As you go through your tasks, see if you can visualize them as different zones in your kitchen.

How to Create Kitchen Work Zones 

Here’s the list from contributing writer Bethany Wright:

  • cleaning zone (sink, dishwasher, dish rack, a place for dirty dishes)
  • cooking zone (stove, toaster oven)
  • food storage zone (fridge, pantry if it’s in your kitchen)
  • preparation zone (for chopping, mixing, measuring)
  • blender zone 
  • planning zone (organization, calendar inputting, mail sorting, menu planning, etc.) 
reorganized kitchen zones
photo credit: Cameron Braun

Here is a video of me explaining my baking prep zone. Don’t mind me organizing on accident while trying to do part of my “kitchen tour” video. 

If you can’t see the video, click HERE to view on YouTube.

Analyze your actual kitchen in its current state with these tasks.

  • Have you allowed yourself enough space for these tasks?
  • Is everything you need for a specific task in the same zone?
  • Are your mixing bowls close to where you do your prep work… or are they just stashed in a random cabinet because that’s where you put them five years ago?
  • Do you have tools for baking in three different places in your kitchen, forcing you to walk in circles? Or is everything in one spot?

Reorganize Your Kitchen Efficiently With Broad Categories 

Professional organizer Andrea says she always, without question, organizes everything by general category. 

All food storage containers, for example, should go in one place, whether they’re large or small, glass or plastic.

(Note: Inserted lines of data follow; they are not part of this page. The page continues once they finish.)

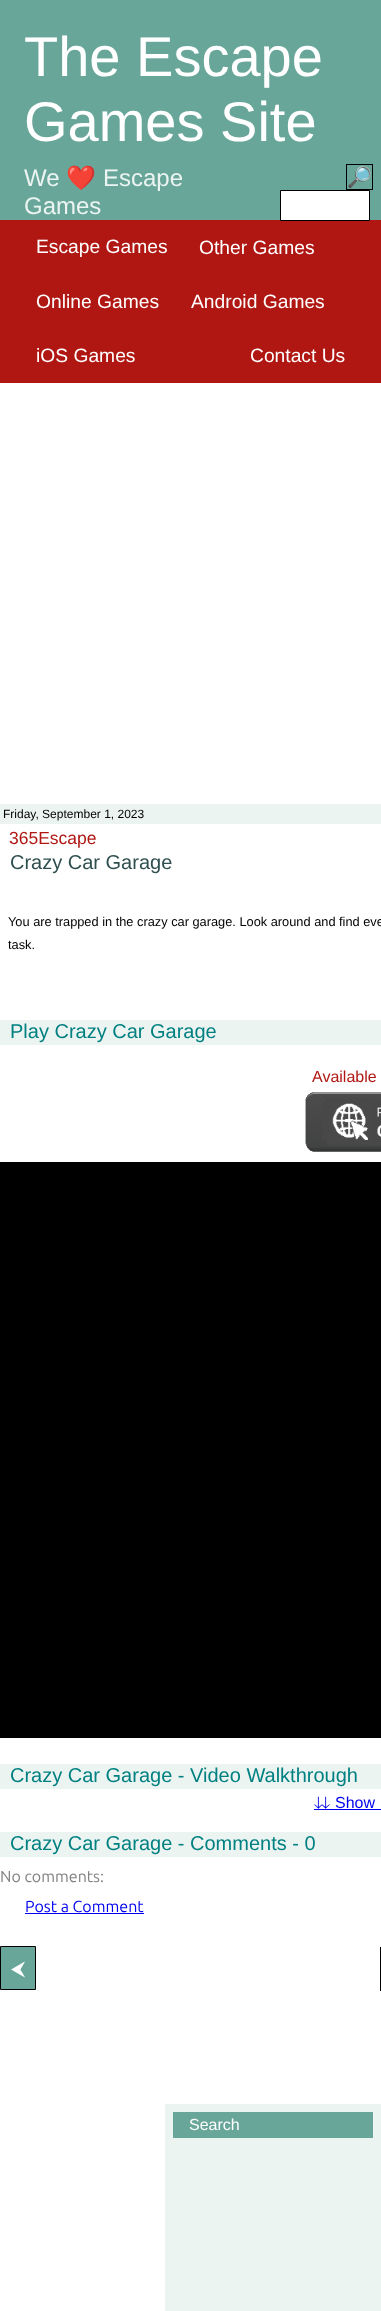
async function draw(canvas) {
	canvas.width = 381;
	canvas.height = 2311;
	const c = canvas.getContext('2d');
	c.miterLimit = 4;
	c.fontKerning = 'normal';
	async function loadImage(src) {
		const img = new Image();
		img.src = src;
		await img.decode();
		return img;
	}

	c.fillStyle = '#fff';
	c.fillRect(0, 0, 381, 2311);
	c.fillStyle = '#68a69a';
	c.fillRect(0, 0, 381, 220);
	c.font = '56px Liberation Sans';
	c.fillStyle = '#fff';
	c.fillText('The Escape', 24, 76);
	c.fillText('Games Site', 24, 141);
	c.font = '24px Liberation Sans';
	c.fillStyle = '#ecf4f2';
	c.fillText('We', 24, 186);
	c.font = '24px Noto Color Emoji';
	c.fillText('❤️', 66, 186);
	c.font = '24px Liberation Sans';
	c.fillText('Escape', 103, 186);
	c.fillText('Games', 24, 214);
	c.strokeStyle = '#000';
	c.strokeRect(346.5, 164.5, 26, 25);
	c.font = '20px Noto Color Emoji';
	c.fillStyle = '#fff';
	c.fillText('🔎', 347, 184);
	c.fillStyle = '#b01712';
	c.fillRect(0, 220, 381, 163);
	c.fillStyle = '#fff';
	c.beginPath();
	c.rect(280.5, 190.5, 89, 30);
	c.fill();
	c.stroke();
	c.font = '19.25px Liberation Sans';
	for (const [text, x, y] of [
		['Escape Games', 36, 253],
		['Other Games', 199, 254],
		['Online Games', 36, 308],
		['Android Games', 191, 308],
		['iOS Games', 36, 362],
		['Contact Us', 250, 362],
	]) {
		c.fillText(text, x, y);
	}
	c.fillStyle = '#ecf4f2';
	c.fillRect(0, 804, 381, 20);
	c.font = '12px Liberation Sans';
	c.fillStyle = '#000';
	c.fillText('Friday, September 1, 2023', 3, 818);
	c.font = '17.5px Liberation Sans';
	c.fillStyle = '#b01712';
	c.fillText('365Escape', 9, 844);
	c.font = '20px Liberation Sans';
	c.fillStyle = '#2f4f4f';
	c.fillText('Crazy Car Garage', 10, 869);
	c.font = '12.8px Liberation Sans';
	c.fillStyle = '#000';
	c.fillText('You are trapped in the crazy car garage. Look around and find eve', 8, 926);
	c.fillText('task.', 8, 949);
	c.fillStyle = '#ecf4f2';
	c.fillRect(0, 1020, 381, 25);
	c.font = '20px Liberation Sans';
	c.fillStyle = '#008080';
	c.fillText('Play Crazy Car Garage', 10, 1038);
	c.font = '16px Liberation Sans';
	c.fillStyle = '#b01712';
	c.fillText('Available', 312, 1082);
	c.drawImage(await loadImage('img1.png'), 305, 1092, 76, 60);
	c.fillStyle = '#000';
	c.fillRect(0, 1162, 381, 576);
	c.fillStyle = '#ecf4f2';
	c.fillRect(0, 1764, 381, 25);
	c.font = '20px Liberation Sans';
	c.fillStyle = '#008080';
	c.fillText('Crazy Car Garage - Video Walkthrough', 10, 1782);
	c.font = '16px FreeSans';
	c.fillStyle = '#00e';
	c.fillText('⇊', 314, 1808);
	c.fillRect(314, 1809, 67, 1);
	c.font = '16px Liberation Sans';
	c.fillText('Show', 335, 1808);
	c.fillStyle = '#ecf4f2';
	c.fillRect(0, 1832, 381, 25);
	c.font = '20px Liberation Sans';
	c.fillStyle = '#008080';
	c.fillText('Crazy Car Garage - Comments - 0', 10, 1850);
	c.font = '16px Ubuntu';
	c.fillStyle = '#828282';
	c.fillText('No comments:', 0, 1882);
	c.fillStyle = '#00e';
	c.fillText('Post a Comment', 25, 1912);
	c.fillRect(25, 1913, 119, 1);
	c.fillStyle = '#68a69a';
	c.beginPath();
	c.rect(0.5, 1946.5, 35, 43);
	c.fill();
	c.stroke();
	c.font = '20px FreeSans';
	c.fillStyle = '#fff';
	c.fillText('⮜', 11, 1975);
	c.strokeRect(380.5, 1947.5, 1, 43);
	c.fillStyle = '#ecf4f2';
	c.fillRect(165, 2104, 216, 207);
	c.fillStyle = '#68a69a';
	c.fillRect(173, 2112, 200, 26);
	c.font = '16px Liberation Sans';
	c.fillStyle = '#fff';
	c.fillText('Search', 189, 2130);
}

draw(document.querySelector('canvas'));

If you don’t have enough room for all of them, either find a new place where everything can live in harmony or get rid of some.

For spatulas, tongs, whisks, and other things with handles, she had a huge 3-foot drawer installed in her kitchen just so she can has “utensils” all in one place (plus 9 other drawers that are making me jealous).

I had just finished proudly showing her how amazingly organized my FOUR drawers of “utensils” were:

  1. baking supplies
  2. cooking supplies
  3. serving utensils and misc.
  4. knives and other cutting board tools

I even have silverware in two different places in the kitchen.

One example of “my way” are these two cupboards, affectionately called the “Breakfast Cupboard” and the “Kids’ Cupboard.”

If you can’t see the video above, click HERE to view it on YouTube.

Andrea noticed, “You have nuts in, like, 3 places,” after she’d been in my kitchen, like, 3 minutes.

For real.

I had not thought of that!

There were nuts in the snacks area, nuts in the kids’ cupboard, nuts with the power ball supplies…the dried fruit was just as bad.

Now I totally reorganized so that all the dried fruit and nuts are in one place for making trail mix and snacking, and then the “back-up” dried fruit and nuts are in one place that is not as accessible. Then there’s some single-serve dried fruit in the snacks tub and just a little, just the dates, in the power ball/smoothie/baking area. 

At first, I was not sure if I like Andrea’s broad categories or mine, which are organized by smaller categories based on where and when they get used, but it’s interesting to get a new perspective.

I have found that my family often puts utensils in the wrong drawers, so I can see the appeal of the “one” place. 

For sure, I recommend to put all of your spices in the same place!

Reorganize Your Kitchen With Like Items Together 

The things that helped me decide to categorize by broad categories was the idea of putting like items together. 

Organize items so other people can find them easily and so that the kitchen makes sense to someone just walking in.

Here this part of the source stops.